In the absence of a top-down directive, justice and municipal courts could take action on their own. The state Judicial College advised justice court judges on how they could change their procedures after the Daily Journal and ProPublica started contacting clerks across the state.
Monroe County Justice Court Clerk Tina Morrow and the judges there followed that advice. Judges now alert Morrow after they sign a search warrant. They keep an unofficial docket of issued warrants, which allows them to flag any warrants that haven’t been returned.
“You’ve got to change with the times,” Morrow said. “You can’t just keep doing what you’ve been doing since the 1980s.”
The director of the Judicial College declined an interview request.
Other clerks, however, want additional guidance written into the rules. “Something needs to be revised so everyone can be on the correct page,” said Sunflower County Justice Court Clerk Patricia Strong. “I’m willing to follow the rules.”
Search Warrant Sheds Light on Her Father’s Killing
Robbie Geiger learned the value of access to search warrants after Monroe County sheriff’s deputies shot and killed her father, Ricky Keeton, during a no-knock raid in 2015.
Two days after his death, Geiger and her relatives demanded a copy of the search warrant. Not yet, Sheriff Cecil Cantrell told Geiger, even though his deputies should have left a copy of the warrant at her father’s home at the time of the raid.
“At the proper time, we’ll give you copies of everything we have,” Cantrell said, according to an audio recording made by one of Geiger’s relatives.
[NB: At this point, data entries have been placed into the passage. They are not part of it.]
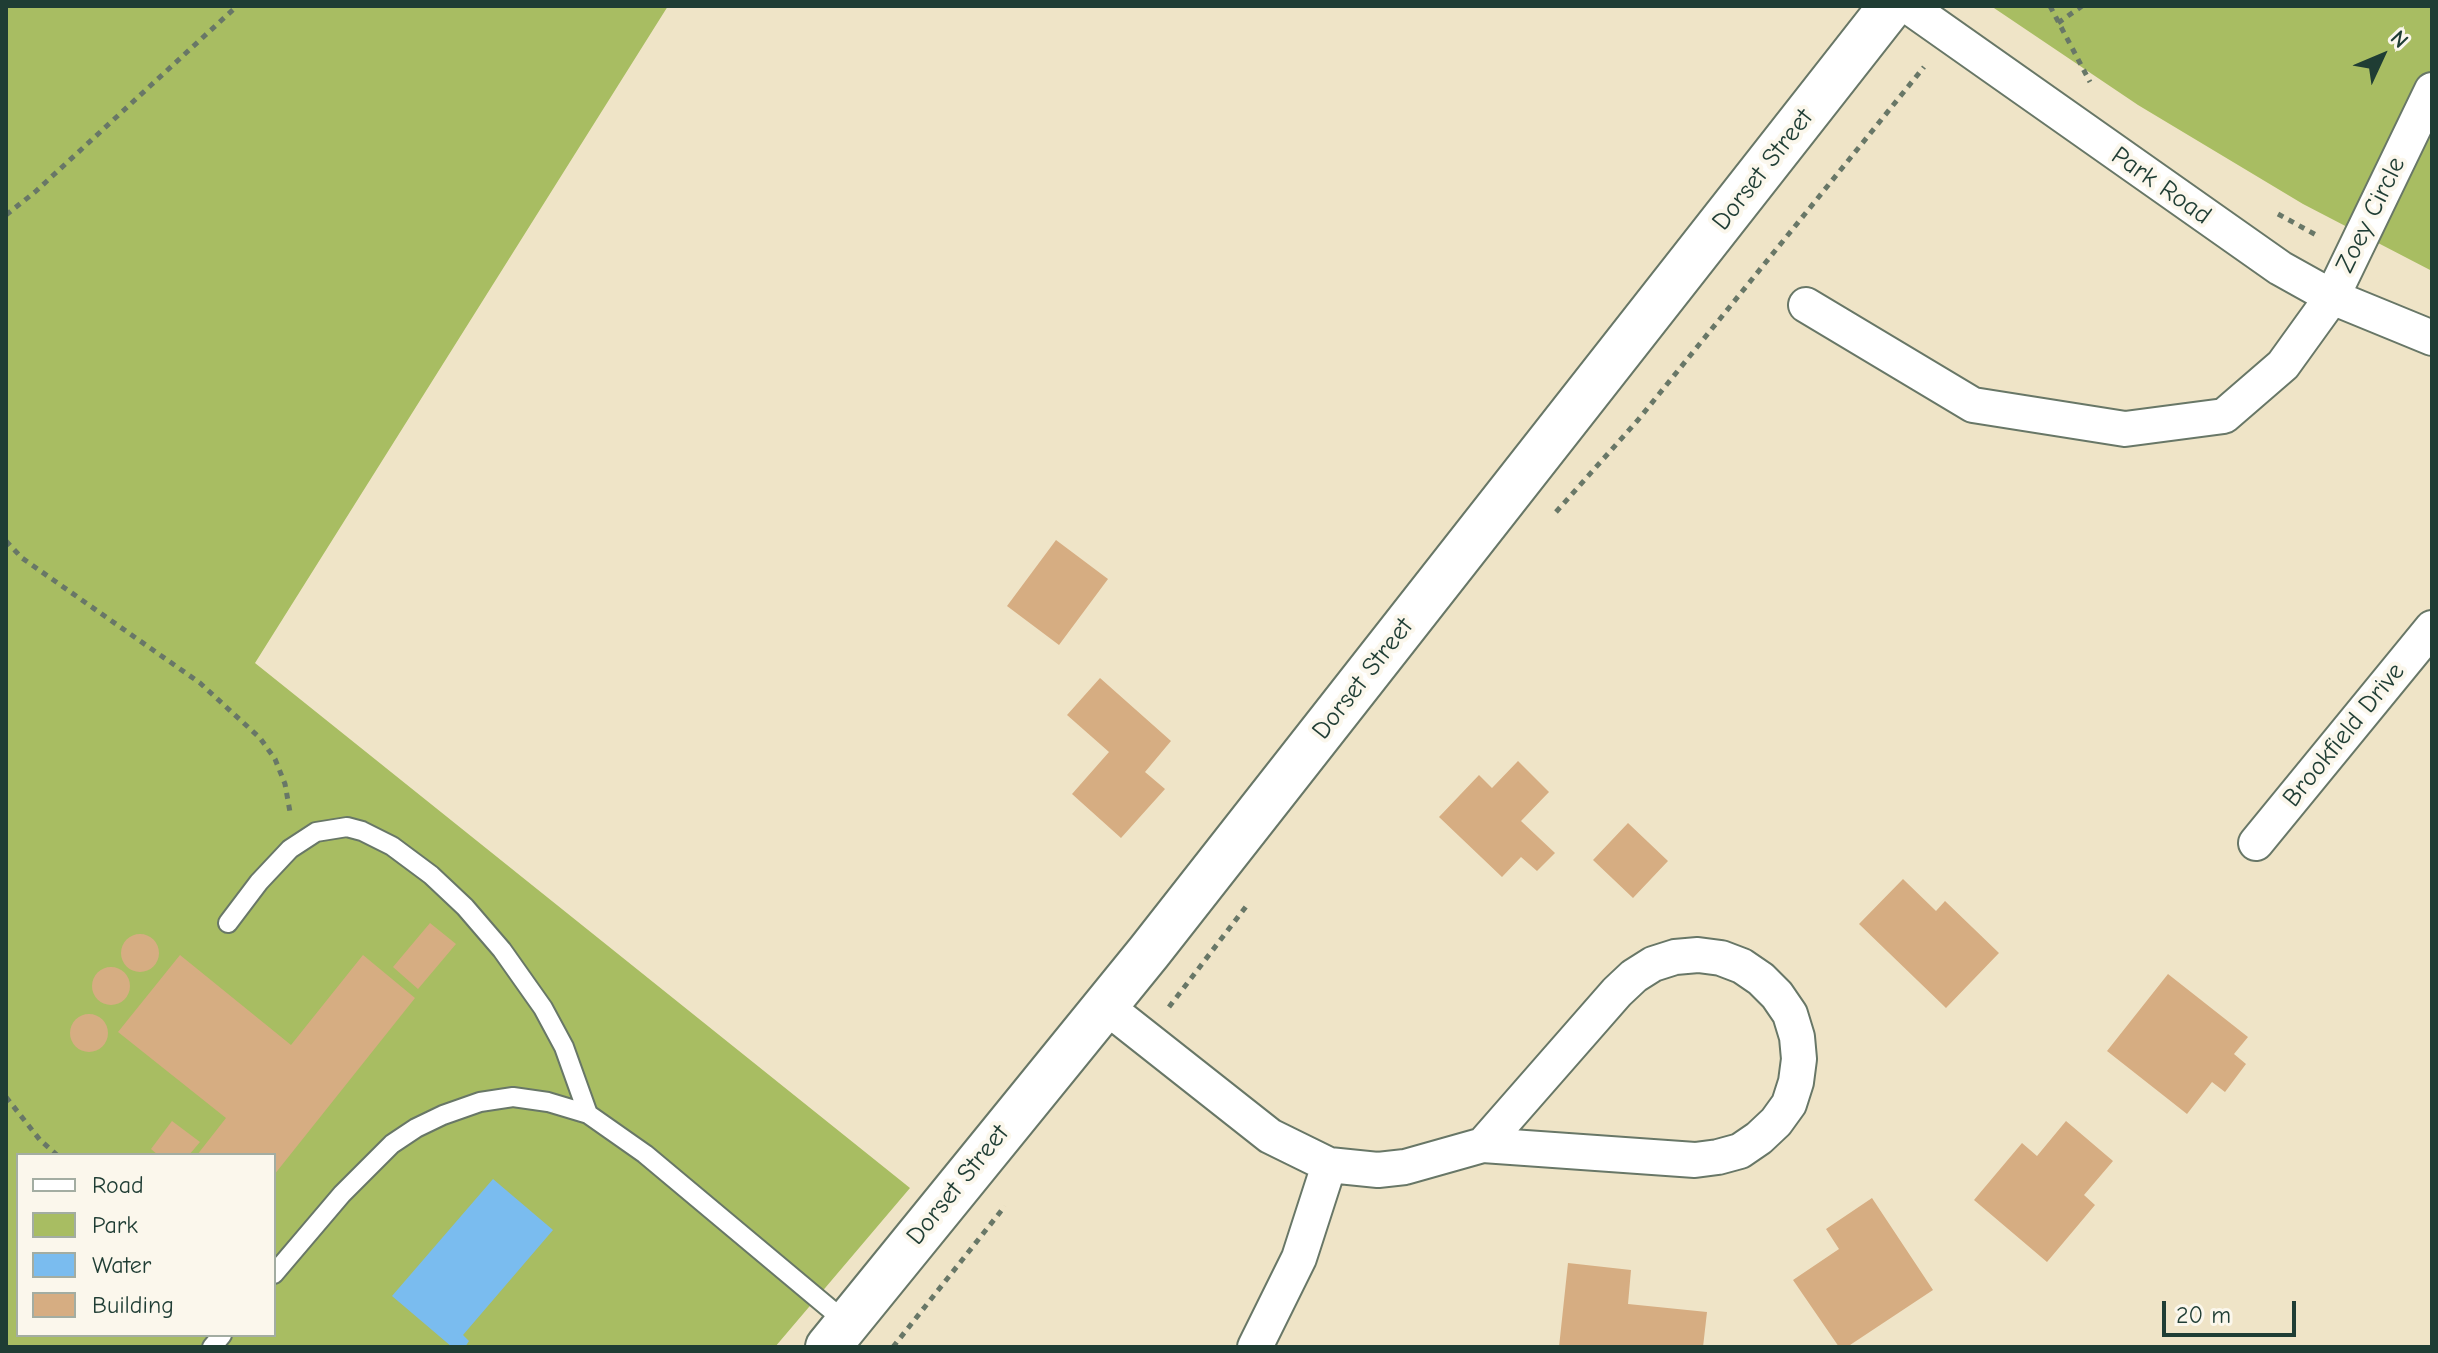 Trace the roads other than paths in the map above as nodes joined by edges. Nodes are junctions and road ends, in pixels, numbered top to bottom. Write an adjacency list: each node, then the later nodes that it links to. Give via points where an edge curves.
1 (1891, 6): 10 (street, Dorset Street)
2 (1908, 6): 4 (street, Park Road, via 2228,233)
3 (2432, 90): 4 (street, Zoey Circle)
4 (2332, 297): 5 (street, Zoey Circle, via 2283,365 2224,416 2125,429 1973,405); 6 (street, Park Road)
5 (1806, 305)
6 (2432, 338)
7 (2432, 628): 8 (street, Brookfield Drive)
8 (2256, 843)
9 (228, 923): 11 (lane, via 290,849 316,832 347,827 392,846 465,907 502,950 564,1047)
10 (1104, 1005): 13 (street, via 1270,1136); 15 (street, Dorset Street)
11 (588, 1114): 14 (lane, via 513,1097 480,1102 416,1128 392,1144 342,1194); 15 (lane, via 645,1154)
12 (1483, 1145): 12 (street, via 1695,1160 1740,1151 1789,1104 1799,1059 1790,1014 1761,979 1721,958 1675,957 1653,964 1617,992); 13 (street, via 1405,1167)
13 (1329, 1165): 16 (street, via 1299,1258)
14 (276, 1272)
15 (837, 1335)
16 (1255, 1347)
The proper time never arrived.
“They wouldn’t give me a warrant or a return, and they wouldn’t talk to me,” Geiger said. “I kind of had an idea then that something was going on, and it wasn’t right.”
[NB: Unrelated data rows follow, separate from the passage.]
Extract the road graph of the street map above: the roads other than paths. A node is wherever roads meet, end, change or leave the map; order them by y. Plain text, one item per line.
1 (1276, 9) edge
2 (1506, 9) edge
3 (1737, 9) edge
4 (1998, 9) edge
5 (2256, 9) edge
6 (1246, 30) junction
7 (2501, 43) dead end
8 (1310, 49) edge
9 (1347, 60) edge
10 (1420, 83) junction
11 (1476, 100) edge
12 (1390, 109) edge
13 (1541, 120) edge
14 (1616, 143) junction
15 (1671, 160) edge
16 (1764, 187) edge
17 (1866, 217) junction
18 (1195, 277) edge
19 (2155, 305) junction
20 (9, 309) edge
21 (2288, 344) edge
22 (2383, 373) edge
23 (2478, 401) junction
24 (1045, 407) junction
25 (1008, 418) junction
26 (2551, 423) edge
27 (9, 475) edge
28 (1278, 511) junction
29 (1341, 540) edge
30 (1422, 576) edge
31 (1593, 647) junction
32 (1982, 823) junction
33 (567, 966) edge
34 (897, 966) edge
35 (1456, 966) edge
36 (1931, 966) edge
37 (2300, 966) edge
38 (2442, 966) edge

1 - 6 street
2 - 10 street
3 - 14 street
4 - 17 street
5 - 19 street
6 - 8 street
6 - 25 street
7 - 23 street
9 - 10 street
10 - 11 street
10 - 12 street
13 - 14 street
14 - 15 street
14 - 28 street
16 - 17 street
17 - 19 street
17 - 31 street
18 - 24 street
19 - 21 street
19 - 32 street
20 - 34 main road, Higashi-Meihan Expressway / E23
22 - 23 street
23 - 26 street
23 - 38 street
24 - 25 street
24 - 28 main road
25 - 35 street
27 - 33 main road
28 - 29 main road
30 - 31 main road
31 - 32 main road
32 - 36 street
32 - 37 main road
Cantrell, who is no longer sheriff of Monroe County, did not respond to interview requests. The Mississippi Bureau of Investigation compiled a report about the raid, which was presented to a grand jury to consider charges against the officers involved. The grand jury declined to indict any of the deputies.
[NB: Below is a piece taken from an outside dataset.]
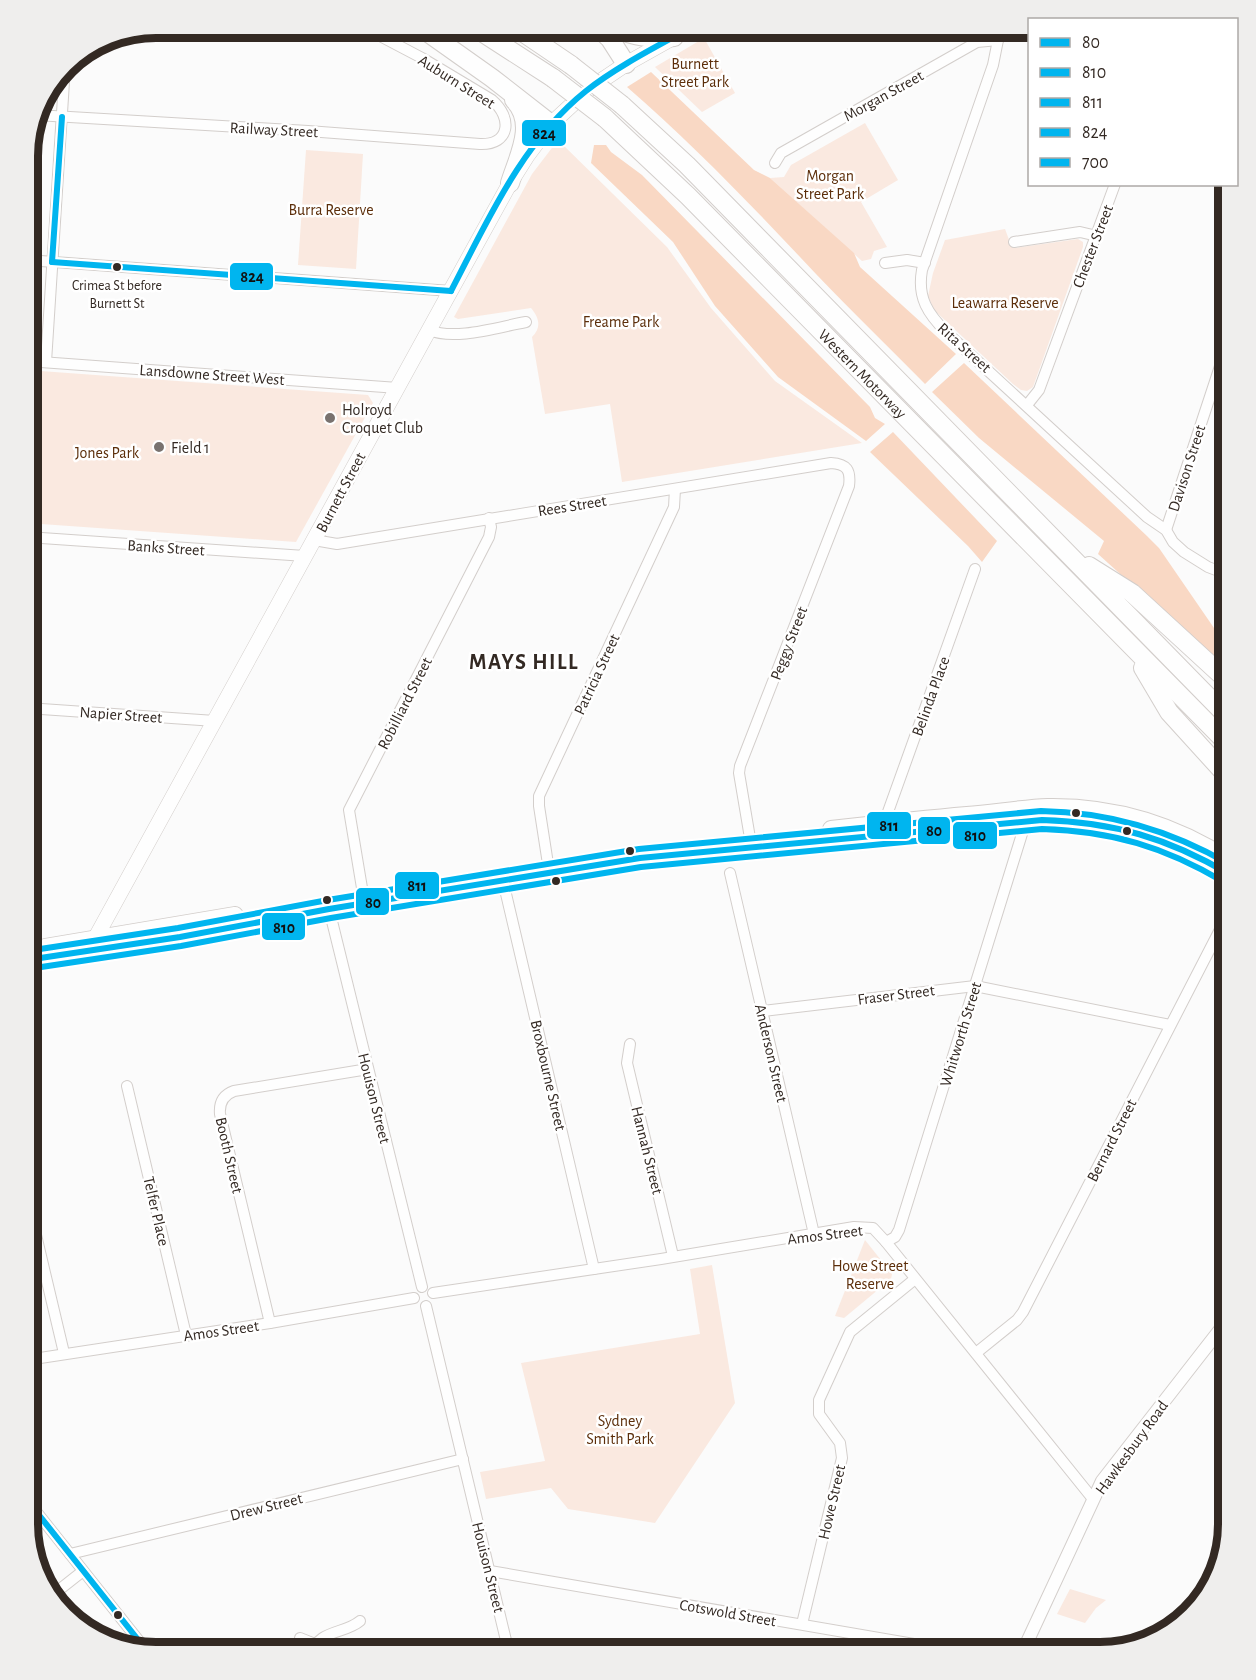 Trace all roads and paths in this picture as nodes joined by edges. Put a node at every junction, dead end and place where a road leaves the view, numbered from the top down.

Five months after her father’s death, Geiger still knew little about the circumstances that had led to the raid.
Then she learned the search warrant should be on file at the courthouse. At the Monroe County Justice Court, Morrow provided Geiger with her father’s case file.
What she saw in the documents was startling. The narcotics investigator who obtained the search warrant offered no explanation as to why he needed a no-knock warrant.
A sheriff’s investigator had assured Geiger and her family that deputies had found methamphetamine and marijuana in Keeton’s home, but the inventory of seized property listed no drugs.
Deputies took security cameras that may have contained images of the raid, keeping potentially valuable evidence out of the hands of the Mississippi Bureau of Investigation, which was investigating Keeton’s death. Some images may have been deleted, an officer with the agency later testified.
Those details were used to support key allegations in a lawsuit Geiger and two of her sisters filed in 2016 against Monroe County and a sheriff’s deputy over her father’s death. Last week, the county agreed to pay $690,000 to settle the lawsuit.
“If I hadn’t looked or investigated,” Geiger said, “I would more than likely to this day not have the search warrant.”